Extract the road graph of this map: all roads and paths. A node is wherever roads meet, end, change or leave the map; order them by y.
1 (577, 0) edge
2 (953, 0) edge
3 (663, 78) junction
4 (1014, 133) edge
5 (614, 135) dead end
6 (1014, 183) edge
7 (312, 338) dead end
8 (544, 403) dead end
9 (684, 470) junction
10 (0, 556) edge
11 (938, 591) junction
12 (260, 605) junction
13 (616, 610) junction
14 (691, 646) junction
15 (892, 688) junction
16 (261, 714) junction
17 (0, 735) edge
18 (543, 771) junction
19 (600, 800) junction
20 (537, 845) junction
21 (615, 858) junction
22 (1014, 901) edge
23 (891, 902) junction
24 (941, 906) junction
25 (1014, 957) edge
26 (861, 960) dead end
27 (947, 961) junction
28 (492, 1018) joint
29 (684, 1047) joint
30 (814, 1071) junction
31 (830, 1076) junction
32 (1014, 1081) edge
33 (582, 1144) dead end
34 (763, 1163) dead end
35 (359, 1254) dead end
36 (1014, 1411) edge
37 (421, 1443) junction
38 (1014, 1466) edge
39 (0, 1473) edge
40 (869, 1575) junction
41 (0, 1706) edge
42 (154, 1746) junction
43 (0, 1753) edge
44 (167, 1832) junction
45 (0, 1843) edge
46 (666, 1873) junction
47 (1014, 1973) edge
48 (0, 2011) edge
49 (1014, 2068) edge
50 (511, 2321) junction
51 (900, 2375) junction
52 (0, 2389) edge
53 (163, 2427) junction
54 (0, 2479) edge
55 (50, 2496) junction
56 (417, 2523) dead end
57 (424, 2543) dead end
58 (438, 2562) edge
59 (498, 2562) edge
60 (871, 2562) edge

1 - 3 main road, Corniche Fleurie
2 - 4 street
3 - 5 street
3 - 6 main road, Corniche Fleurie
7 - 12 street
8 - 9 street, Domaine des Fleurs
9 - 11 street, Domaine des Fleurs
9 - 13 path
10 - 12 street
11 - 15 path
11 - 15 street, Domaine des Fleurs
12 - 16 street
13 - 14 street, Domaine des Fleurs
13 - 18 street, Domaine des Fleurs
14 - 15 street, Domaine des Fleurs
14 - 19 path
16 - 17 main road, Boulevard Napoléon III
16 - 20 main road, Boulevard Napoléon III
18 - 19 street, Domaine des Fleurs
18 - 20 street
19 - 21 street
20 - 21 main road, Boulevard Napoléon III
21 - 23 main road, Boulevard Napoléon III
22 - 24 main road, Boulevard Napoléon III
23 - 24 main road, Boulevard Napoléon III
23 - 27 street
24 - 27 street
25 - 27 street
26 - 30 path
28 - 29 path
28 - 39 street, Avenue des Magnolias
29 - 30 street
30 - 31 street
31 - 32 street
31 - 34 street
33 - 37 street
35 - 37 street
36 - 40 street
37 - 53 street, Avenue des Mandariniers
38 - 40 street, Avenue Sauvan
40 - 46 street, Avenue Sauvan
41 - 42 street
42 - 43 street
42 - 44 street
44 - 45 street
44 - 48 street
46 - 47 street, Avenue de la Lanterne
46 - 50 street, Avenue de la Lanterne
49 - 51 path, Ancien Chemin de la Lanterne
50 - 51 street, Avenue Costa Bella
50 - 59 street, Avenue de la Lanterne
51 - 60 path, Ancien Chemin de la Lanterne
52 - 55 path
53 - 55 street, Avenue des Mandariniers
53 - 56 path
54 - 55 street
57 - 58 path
........
> EXERCISE BRIEF: Your task is to repeat the entries exactly.

> SOLUTION TO THE PROBLEM:
Extract the road graph of this map: all roads and paths. A node is wherever roads meet, end, change or leave the map; order them by y.
1 (577, 0) edge
2 (953, 0) edge
3 (663, 78) junction
4 (1014, 133) edge
5 (614, 135) dead end
6 (1014, 183) edge
7 (312, 338) dead end
8 (544, 403) dead end
9 (684, 470) junction
10 (0, 556) edge
11 (938, 591) junction
12 (260, 605) junction
13 (616, 610) junction
14 (691, 646) junction
15 (892, 688) junction
16 (261, 714) junction
17 (0, 735) edge
18 (543, 771) junction
19 (600, 800) junction
20 (537, 845) junction
21 (615, 858) junction
22 (1014, 901) edge
23 (891, 902) junction
24 (941, 906) junction
25 (1014, 957) edge
26 (861, 960) dead end
27 (947, 961) junction
28 (492, 1018) joint
29 (684, 1047) joint
30 (814, 1071) junction
31 (830, 1076) junction
32 (1014, 1081) edge
33 (582, 1144) dead end
34 (763, 1163) dead end
35 (359, 1254) dead end
36 (1014, 1411) edge
37 (421, 1443) junction
38 (1014, 1466) edge
39 (0, 1473) edge
40 (869, 1575) junction
41 (0, 1706) edge
42 (154, 1746) junction
43 (0, 1753) edge
44 (167, 1832) junction
45 (0, 1843) edge
46 (666, 1873) junction
47 (1014, 1973) edge
48 (0, 2011) edge
49 (1014, 2068) edge
50 (511, 2321) junction
51 (900, 2375) junction
52 (0, 2389) edge
53 (163, 2427) junction
54 (0, 2479) edge
55 (50, 2496) junction
56 (417, 2523) dead end
57 (424, 2543) dead end
58 (438, 2562) edge
59 (498, 2562) edge
60 (871, 2562) edge

1 - 3 main road, Corniche Fleurie
2 - 4 street
3 - 5 street
3 - 6 main road, Corniche Fleurie
7 - 12 street
8 - 9 street, Domaine des Fleurs
9 - 11 street, Domaine des Fleurs
9 - 13 path
10 - 12 street
11 - 15 path
11 - 15 street, Domaine des Fleurs
12 - 16 street
13 - 14 street, Domaine des Fleurs
13 - 18 street, Domaine des Fleurs
14 - 15 street, Domaine des Fleurs
14 - 19 path
16 - 17 main road, Boulevard Napoléon III
16 - 20 main road, Boulevard Napoléon III
18 - 19 street, Domaine des Fleurs
18 - 20 street
19 - 21 street
20 - 21 main road, Boulevard Napoléon III
21 - 23 main road, Boulevard Napoléon III
22 - 24 main road, Boulevard Napoléon III
23 - 24 main road, Boulevard Napoléon III
23 - 27 street
24 - 27 street
25 - 27 street
26 - 30 path
28 - 29 path
28 - 39 street, Avenue des Magnolias
29 - 30 street
30 - 31 street
31 - 32 street
31 - 34 street
33 - 37 street
35 - 37 street
36 - 40 street
37 - 53 street, Avenue des Mandariniers
38 - 40 street, Avenue Sauvan
40 - 46 street, Avenue Sauvan
41 - 42 street
42 - 43 street
42 - 44 street
44 - 45 street
44 - 48 street
46 - 47 street, Avenue de la Lanterne
46 - 50 street, Avenue de la Lanterne
49 - 51 path, Ancien Chemin de la Lanterne
50 - 51 street, Avenue Costa Bella
50 - 59 street, Avenue de la Lanterne
51 - 60 path, Ancien Chemin de la Lanterne
52 - 55 path
53 - 55 street, Avenue des Mandariniers
53 - 56 path
54 - 55 street
57 - 58 path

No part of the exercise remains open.